__Requirement__.
Exactly as written, please repeat the data that follows, but not the pictures.

__Source information__.
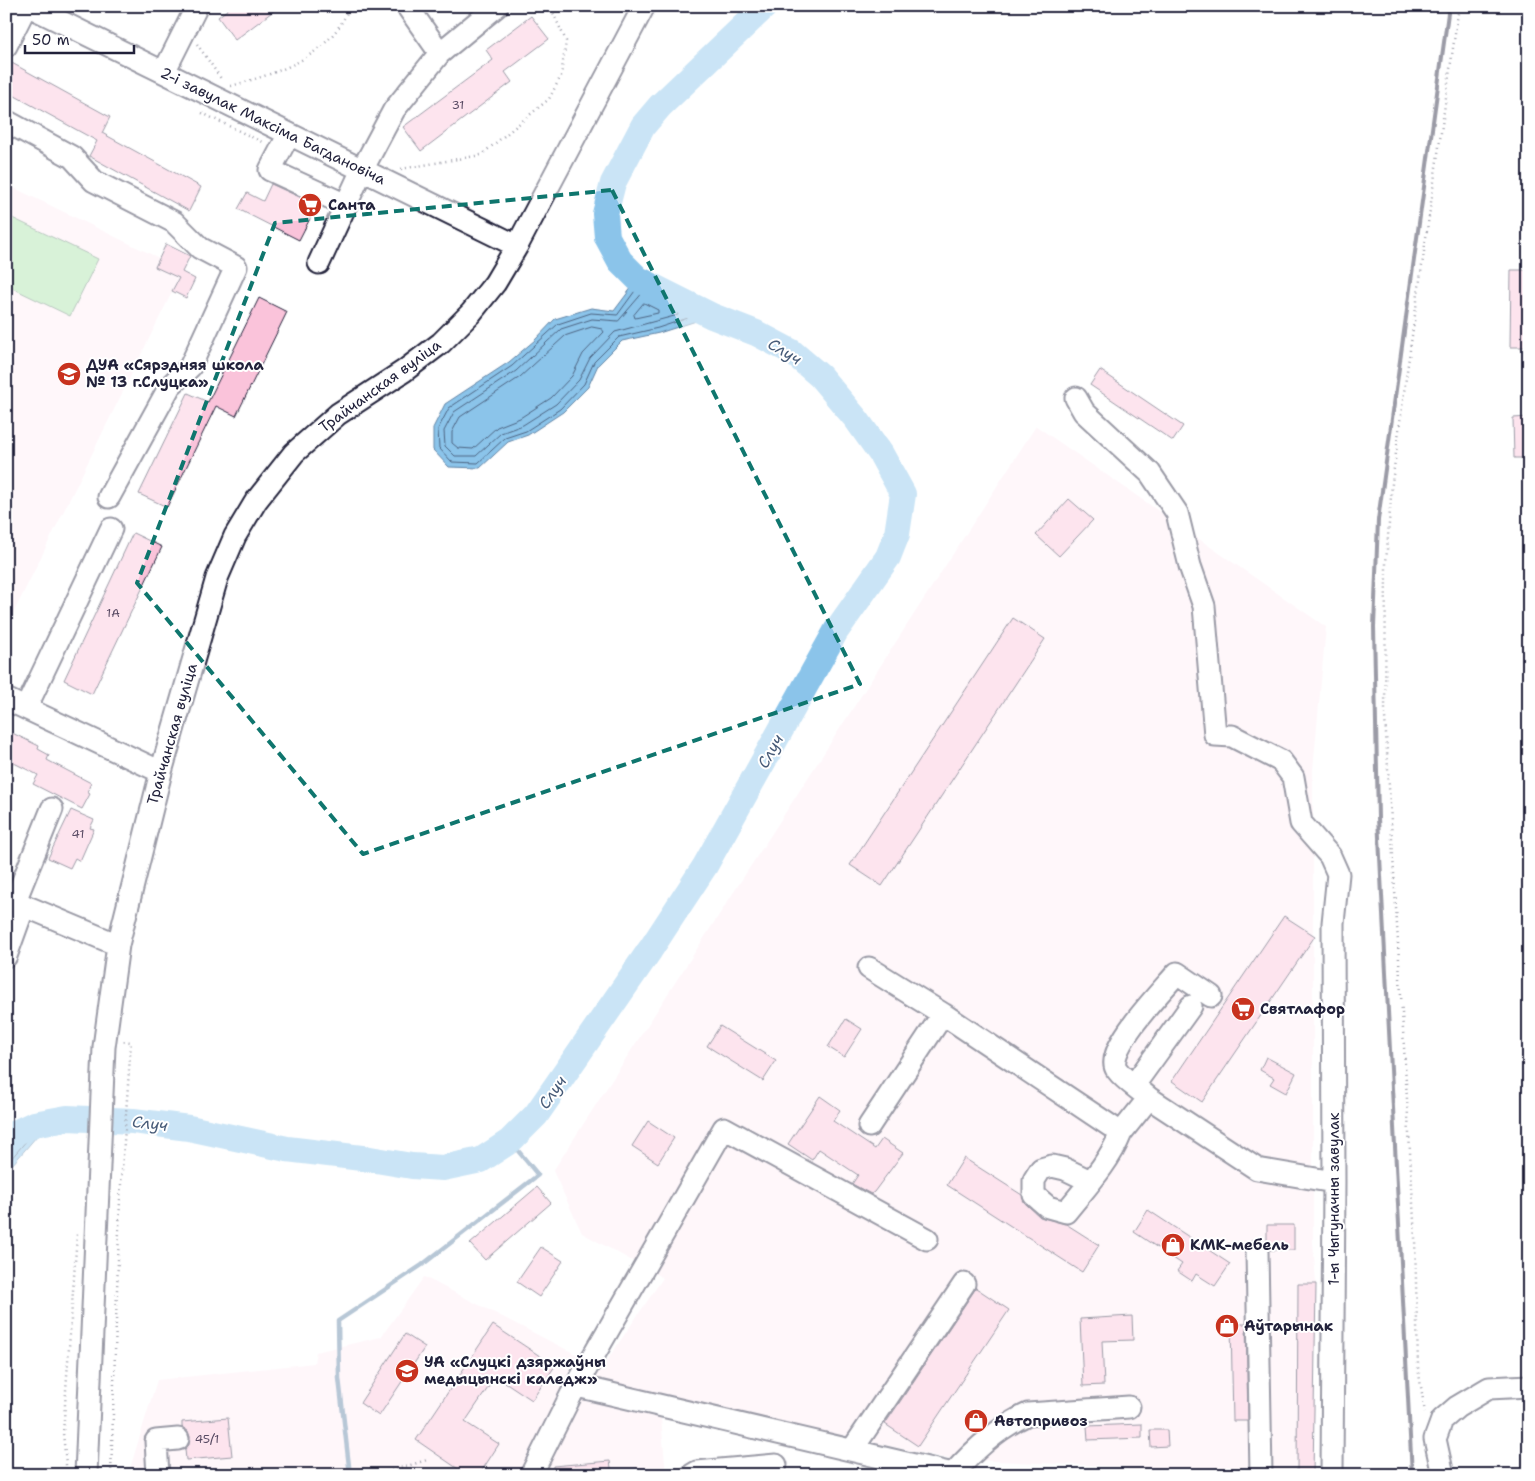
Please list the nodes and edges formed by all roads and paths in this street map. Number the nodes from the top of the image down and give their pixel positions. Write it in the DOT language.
graph roads {
  1 [pos="197,6"];
  2 [pos="350,6"];
  3 [pos="407,6"];
  4 [pos="497,6"];
  5 [pos="550,6"];
  6 [pos="644,6"];
  7 [pos="1459,6"];
  8 [pos="37,8"];
  9 [pos="186,28"];
  10 [pos="6,46"];
  11 [pos="440,53"];
  12 [pos="164,72"];
  13 [pos="6,121"];
  14 [pos="289,134"];
  15 [pos="362,170"];
  16 [pos="388,183"];
  17 [pos="346,205"];
  18 [pos="517,246"];
  19 [pos="319,263"];
  20 [pos="1076,398"];
  21 [pos="109,497"];
  22 [pos="111,529"];
  23 [pos="6,699"];
  24 [pos="26,708"];
  25 [pos="160,772"];
  26 [pos="52,809"];
  27 [pos="15,902"];
  28 [pos="118,945"];
  29 [pos="6,956"];
  30 [pos="869,968"];
  31 [pos="1211,996"];
  32 [pos="1191,1006"];
  33 [pos="943,1014"];
  34 [pos="131,1042"];
  35 [pos="1141,1091"];
  36 [pos="870,1126"];
  37 [pos="1121,1133"];
  38 [pos="1090,1181"];
  39 [pos="1334,1182"];
  40 [pos="77,1231"];
  41 [pos="927,1239"];
  42 [pos="1257,1251"];
  43 [pos="964,1284"];
  44 [pos="576,1386"];
  45 [pos="1529,1386"];
  46 [pos="1129,1406"];
  47 [pos="178,1439"];
  48 [pos="1435,1439"];
  49 [pos="852,1450"];
  50 [pos="427,1460"];
  51 [pos="776,1465"];
  52 [pos="954,1474"];
  53 [pos="67,1475"];
  54 [pos="86,1475"];
  55 [pos="111,1475"];
  56 [pos="158,1475"];
  57 [pos="377,1475"];
  58 [pos="531,1475"];
  59 [pos="692,1475"];
  60 [pos="1261,1475"];
  61 [pos="1332,1475"];
  62 [pos="1443,1475"];
  1 -- 9 [label="street"];
  2 -- 9 [label="path"];
  3 -- 11 [label="street"];
  4 -- 11 [label="street"];
  5 -- 16 [label="path"];
  6 -- 18 [label="street, Трайчанская вуліца"];
  7 -- 48 [label="path"];
  8 -- 10 [label="street"];
  8 -- 12 [label="street, 2-і завулак Максіма Багдановіча"];
  9 -- 12 [label="street"];
  11 -- 15 [label="street"];
  12 -- 14 [label="street, 2-і завулак Максіма Багдановіча"];
  13 -- 21 [label="street"];
  14 -- 15 [label="street, 2-і завулак Максіма Багдановіча"];
  14 -- 17 [label="street"];
  15 -- 16 [label="street, 2-і завулак Максіма Багдановіча"];
  15 -- 17 [label="street"];
  16 -- 18 [label="street, 2-і завулак Максіма Багдановіча"];
  17 -- 19 [label="street"];
  18 -- 25 [label="street, Трайчанская вуліца"];
  20 -- 39 [label="street, 1-ы Чыгуначны завулак"];
  22 -- 24 [label="street"];
  23 -- 24 [label="street"];
  24 -- 25 [label="street"];
  25 -- 28 [label="street, Трайчанская вуліца"];
  26 -- 27 [label="street"];
  27 -- 28 [label="street"];
  27 -- 29 [label="street"];
  28 -- 54 [label="street, Трайчанская вуліца"];
  30 -- 33 [label="street"];
  31 -- 35 [label="street"];
  32 -- 35 [label="street"];
  33 -- 36 [label="street"];
  33 -- 37 [label="street"];
  34 -- 55 [label="path"];
  35 -- 37 [label="street"];
  35 -- 39 [label="street"];
  37 -- 38 [label="street"];
  39 -- 61 [label="street, 1-ы Чыгуначны завулак"];
  40 -- 53 [label="path"];
  41 -- 44 [label="street"];
  42 -- 60 [label="street"];
  43 -- 49 [label="street"];
  44 -- 49 [label="street"];
  44 -- 58 [label="street"];
  45 -- 48 [label="street"];
  46 -- 52 [label="street"];
  47 -- 56 [label="street"];
  48 -- 62 [label="street"];
  49 -- 52 [label="street"];
  50 -- 57 [label="path"];
  51 -- 59 [label="street"];
}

__Answer below__.
Please list the nodes and edges formed by all roads and paths in this street map. Number the nodes from the top of the image down and give their pixel positions. Write it in the DOT language.
graph roads {
  1 [pos="197,6"];
  2 [pos="350,6"];
  3 [pos="407,6"];
  4 [pos="497,6"];
  5 [pos="550,6"];
  6 [pos="644,6"];
  7 [pos="1459,6"];
  8 [pos="37,8"];
  9 [pos="186,28"];
  10 [pos="6,46"];
  11 [pos="440,53"];
  12 [pos="164,72"];
  13 [pos="6,121"];
  14 [pos="289,134"];
  15 [pos="362,170"];
  16 [pos="388,183"];
  17 [pos="346,205"];
  18 [pos="517,246"];
  19 [pos="319,263"];
  20 [pos="1076,398"];
  21 [pos="109,497"];
  22 [pos="111,529"];
  23 [pos="6,699"];
  24 [pos="26,708"];
  25 [pos="160,772"];
  26 [pos="52,809"];
  27 [pos="15,902"];
  28 [pos="118,945"];
  29 [pos="6,956"];
  30 [pos="869,968"];
  31 [pos="1211,996"];
  32 [pos="1191,1006"];
  33 [pos="943,1014"];
  34 [pos="131,1042"];
  35 [pos="1141,1091"];
  36 [pos="870,1126"];
  37 [pos="1121,1133"];
  38 [pos="1090,1181"];
  39 [pos="1334,1182"];
  40 [pos="77,1231"];
  41 [pos="927,1239"];
  42 [pos="1257,1251"];
  43 [pos="964,1284"];
  44 [pos="576,1386"];
  45 [pos="1529,1386"];
  46 [pos="1129,1406"];
  47 [pos="178,1439"];
  48 [pos="1435,1439"];
  49 [pos="852,1450"];
  50 [pos="427,1460"];
  51 [pos="776,1465"];
  52 [pos="954,1474"];
  53 [pos="67,1475"];
  54 [pos="86,1475"];
  55 [pos="111,1475"];
  56 [pos="158,1475"];
  57 [pos="377,1475"];
  58 [pos="531,1475"];
  59 [pos="692,1475"];
  60 [pos="1261,1475"];
  61 [pos="1332,1475"];
  62 [pos="1443,1475"];
  1 -- 9 [label="street"];
  2 -- 9 [label="path"];
  3 -- 11 [label="street"];
  4 -- 11 [label="street"];
  5 -- 16 [label="path"];
  6 -- 18 [label="street, Трайчанская вуліца"];
  7 -- 48 [label="path"];
  8 -- 10 [label="street"];
  8 -- 12 [label="street, 2-і завулак Максіма Багдановіча"];
  9 -- 12 [label="street"];
  11 -- 15 [label="street"];
  12 -- 14 [label="street, 2-і завулак Максіма Багдановіча"];
  13 -- 21 [label="street"];
  14 -- 15 [label="street, 2-і завулак Максіма Багдановіча"];
  14 -- 17 [label="street"];
  15 -- 16 [label="street, 2-і завулак Максіма Багдановіча"];
  15 -- 17 [label="street"];
  16 -- 18 [label="street, 2-і завулак Максіма Багдановіча"];
  17 -- 19 [label="street"];
  18 -- 25 [label="street, Трайчанская вуліца"];
  20 -- 39 [label="street, 1-ы Чыгуначны завулак"];
  22 -- 24 [label="street"];
  23 -- 24 [label="street"];
  24 -- 25 [label="street"];
  25 -- 28 [label="street, Трайчанская вуліца"];
  26 -- 27 [label="street"];
  27 -- 28 [label="street"];
  27 -- 29 [label="street"];
  28 -- 54 [label="street, Трайчанская вуліца"];
  30 -- 33 [label="street"];
  31 -- 35 [label="street"];
  32 -- 35 [label="street"];
  33 -- 36 [label="street"];
  33 -- 37 [label="street"];
  34 -- 55 [label="path"];
  35 -- 37 [label="street"];
  35 -- 39 [label="street"];
  37 -- 38 [label="street"];
  39 -- 61 [label="street, 1-ы Чыгуначны завулак"];
  40 -- 53 [label="path"];
  41 -- 44 [label="street"];
  42 -- 60 [label="street"];
  43 -- 49 [label="street"];
  44 -- 49 [label="street"];
  44 -- 58 [label="street"];
  45 -- 48 [label="street"];
  46 -- 52 [label="street"];
  47 -- 56 [label="street"];
  48 -- 62 [label="street"];
  49 -- 52 [label="street"];
  50 -- 57 [label="path"];
  51 -- 59 [label="street"];
}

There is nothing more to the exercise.